“In terms of a full recovery, it’s unlikely, but the pack is looking after this wolf and as long as that continues to happen, this wolf will probably likely continue to live and exist.”
By: Cathy Ellis
BANFF – An injured wolf pup from the Bow Valley pack seems to be faring well in the wild.
One of the pups born to the pack this spring was first reported injured in mid-October in the Minnewanka Loop, prompting Parks Canada’s wildlife team to investigate immediately.
Wildlife experts say the black-coloured wolf pup appeared to be in fairly poor condition, with an injured back leg making it hard for the animal to move, and its future seeming “fairly disconcerting.”
“Fast forward two-and-a-half months and it’s making use of three legs and has been able to move and keep up with the pack,” said Dan Rafla, a human-wildlife coexistence specialist with Banff National Park.
“In terms of a full recovery, it’s unlikely, but the pack is looking after this wolf and as long as that continues to happen, this wolf will probably likely continue to live.”
It is not known for sure what caused the wolf pup’s injuries.
Parks Canada suspects it was either struck by a vehicle, although there were no reports of that to Banff dispatch, or that it was hurt when the pack was hunting elk in the area.
Rafla said there was a bachelor herd of elk in the area at the same time the wolf pup was observed with its injuries, and so it’s not unreasonable to assume it may have been hurt by an elk.
“It might have gotten too close to the elk, or maybe in an attempt with the pack to hunt those elk,” he said.
“One of them could have defended itself and that pup wasn’t able to get out of the way in time of a hoof or an antler.”
Wolves do live fairly tough existences, even when they live long and healthy lives.
“Often upon their natural death, when necropsies are performed, you do see the results of injuries from their lives … broken bones that have fused and some pretty significant injuries,” Rafla said.
With that in mind, Parks Canada made a deliberate decision not to intervene in this wolf pup’s life, particularly if it was injured under natural circumstances.
“Some of these are sometimes difficult to experience or see, but we can’t intercede because this is the natural world,” Rafla said, noting part of Parks Canada’s mandate is to let natural processes occur.
“The other side, which in this case is quite interesting, is to see the wolf behaviour of the pack looking after its members. If they weren’t, this wolf would unlikely be here today.”

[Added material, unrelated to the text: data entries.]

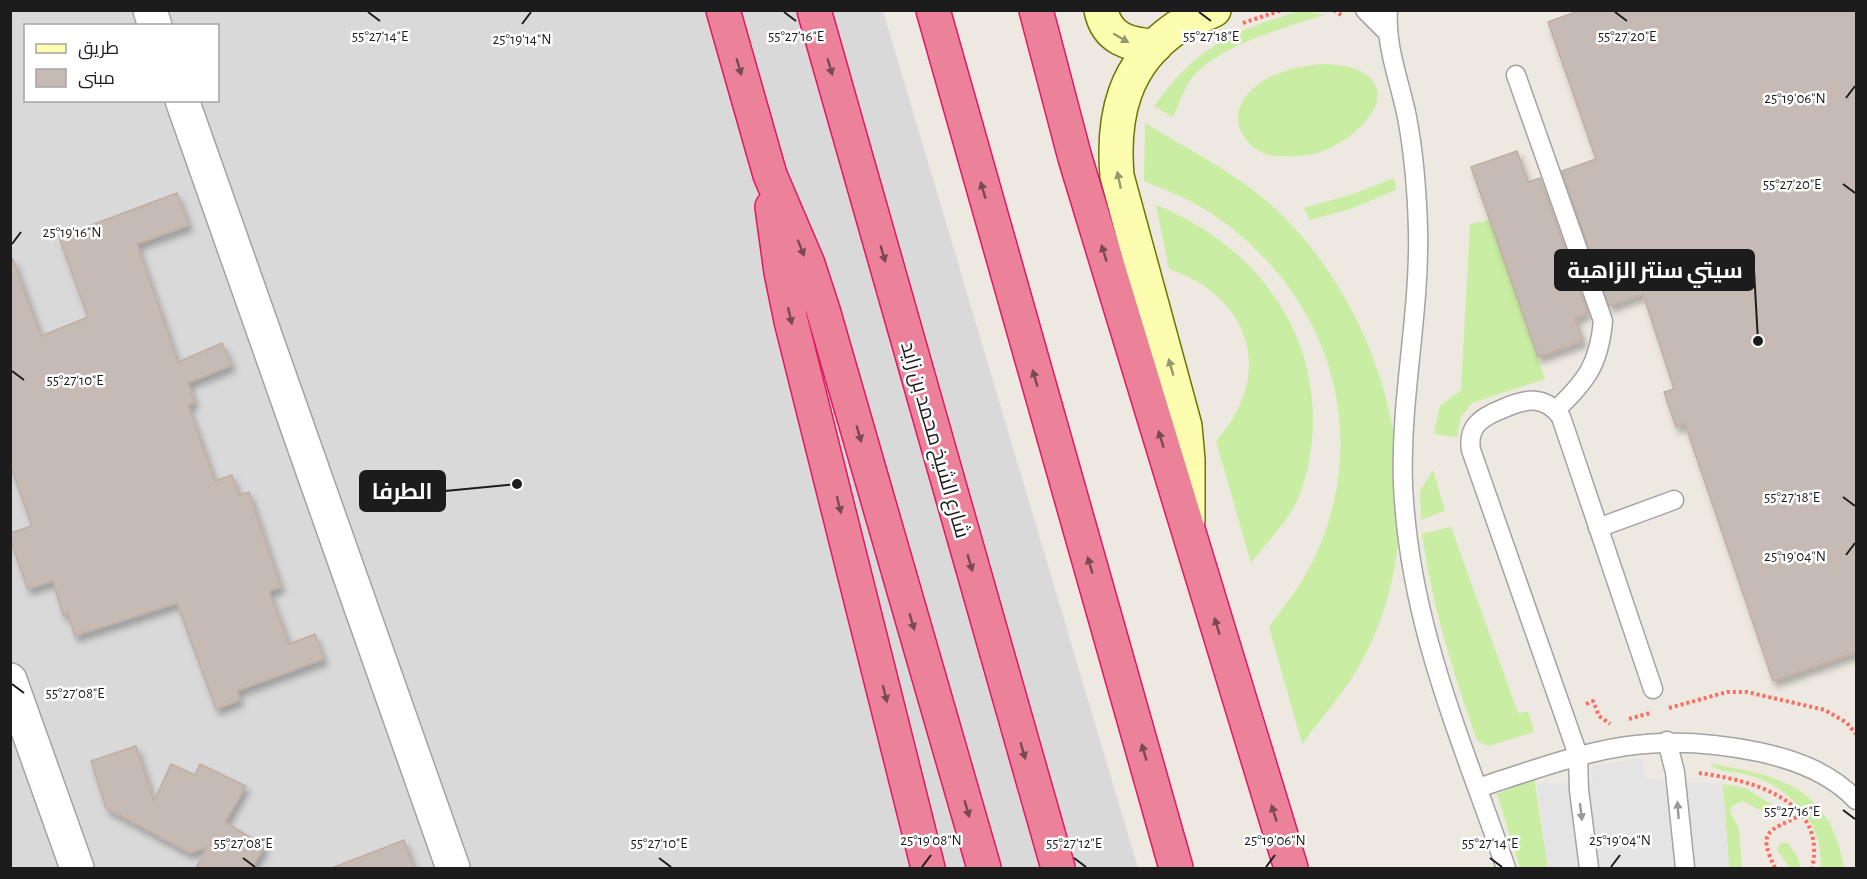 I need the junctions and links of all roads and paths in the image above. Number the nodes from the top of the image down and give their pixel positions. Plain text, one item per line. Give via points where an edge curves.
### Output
1 (723, 10) edge
2 (814, 10) edge
3 (933, 10) edge
4 (1036, 10) edge
5 (1101, 10) edge
6 (1282, 10) edge
7 (1365, 10) edge
8 (1388, 10) edge
9 (1225, 14) edge
10 (1387, 32) junction
11 (1155, 46) junction
12 (1516, 75) dead end
13 (183, 102) edge
14 (770, 175) junction
15 (1556, 410) junction
16 (1674, 500) dead end
17 (1598, 528) junction
18 (1188, 529) junction
19 (10, 680) edge
20 (1653, 689) dead end
21 (1666, 709) dead end
22 (1564, 712) junction
23 (1655, 712) dead end
24 (1622, 721) dead end
25 (1615, 723) dead end
26 (1857, 734) edge
27 (1666, 741) junction
28 (1578, 755) junction
29 (1675, 772) junction
30 (1478, 788) junction
31 (1857, 800) edge
32 (1160, 808) junction
33 (1801, 815) junction
34 (77, 868) edge
35 (453, 868) edge
36 (928, 868) edge
37 (984, 868) edge
38 (1058, 868) edge
39 (1176, 868) edge
40 (1185, 868) edge
41 (1291, 868) edge
42 (1506, 868) edge
43 (1589, 868) edge
44 (1685, 868) edge
45 (1775, 868) edge
46 (1812, 868) edge

1 -> 14 highway
2 -> 38 highway, شارع الشيخ محمد بن زايد
32 -> 3 highway
18 -> 4 highway via 1076,158
5 -> 11 street via 1103,21 1121,40
6 - 9 path via 1238,25
7 - 10 lane
8 - 10 lane
9 - 11 street via 1178,27
10 - 30 lane via 1407,117 1418,230 1418,287 1404,436 1406,528 1433,663
18 -> 11 street via 1185,426 1117,176 1114,141 1120,106 1134,74
12 - 15 lane via 1603,321 1597,358 1589,374
13 - 35 street
14 -> 36 highway via 779,263 791,321
14 -> 37 highway via 823,310
15 - 17 lane
15 - 22 lane via 1541,401 1524,400 1480,419 1470,442
16 - 17 lane
17 - 20 lane
41 -> 18 highway
19 - 34 street
21 - 26 path via 1727,692 1747,692 1825,710
22 - 25 path via 1593,701 1599,716 1609,724
22 - 28 lane
23 - 24 path
27 - 28 lane via 1621,745
27 - 29 lane
27 - 31 lane via 1734,747 1788,759 1827,776
28 - 30 lane
28 -> 43 lane
29 - 33 path via 1720,776 1759,786 1777,794
44 -> 29 lane
30 - 42 lane
32 - 39 highway
32 - 40 highway
33 - 45 path via 1766,837 1766,850
33 - 46 path via 1813,845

It is important that people give this injured wolf the space needed to go about its life – and Parks Canada warns against illegally feeding it because that could lead to a poor outcome for this animal.
“Right now, the wolf is able to move and is being fed presumably by members of its pack,” Rafla said. “But if ever that situation were to change, and people who are feeling bad for the wolf and maybe think it’s a good idea to feed it, that would likely lead to a negative outcome for this wolf.”
The Bow Valley wolf pack is believed to have about seven or eight members. The female wolf, known as No. 1701, is fitted with a conventional VHF collar, and a two-and-a-half-year old male wolf, No. 2001, wears a GPS collar.
The young male wolf has been making forays into the Canmore region this year, including east to Gap Lake and the lower slopes of Pigeon Mountain.
“He is still with the pack, which is interesting,” Rafla said.
“Typically these wolves (in this age group) begin to consider their own territory and that may still happen.”
Wolf 2001 would likely have helped with the hunt and feeding of the pups this year, especially considering the breeding male of the pack, known as 1901, was killed on the Trans-Canada Highway about 1.5 kilometres west of Banff in May.
“Particularly because we lost 1901 in the spring, just a couple of months after the pups would have been born, other pack members certainly would have helped to have fed the next generation of wolves,” Rafla said.
It is believed the breeding male got onto the Trans-Canada Highway by crossing a cattle guard at one of the interchanges – considered one of the weak spots in the system of wildlife crossings and wildlife exclusion fencing.
Rafla suspects another male wolf will step in and take the place of the breeding male, if it hasn’t already happened.
“We think there’s probably a good chance at this stage there may be an alpha male possibly that has joined this pack,” he said.
“We don’t know for certain, but it would be just a matter of time before that would happen.”
Rafla said this most recent incident involving the injured wolf pup speaks to the importance of visitors and residents reporting carnivore sightings or incidents, noting it was a member of the public who alerted them of the hurt pup.
“It certainly helped us to assess if the wolf was getting better or getting worse,” he said. “In this case, it did seem this wolf was able to move a little bit better each day.”
Carnivore observations can be reported to Banff Dispatch at 403-762-1470.
“At this time of year and through winter, we do tend to see wolves and other carnivores like cougars that may be observed a little more frequently,” Rafla said.
“That’s just because the density of their prey – elk and deer – is a bit closer to the townsites and in the valley bottom as winter settles in.”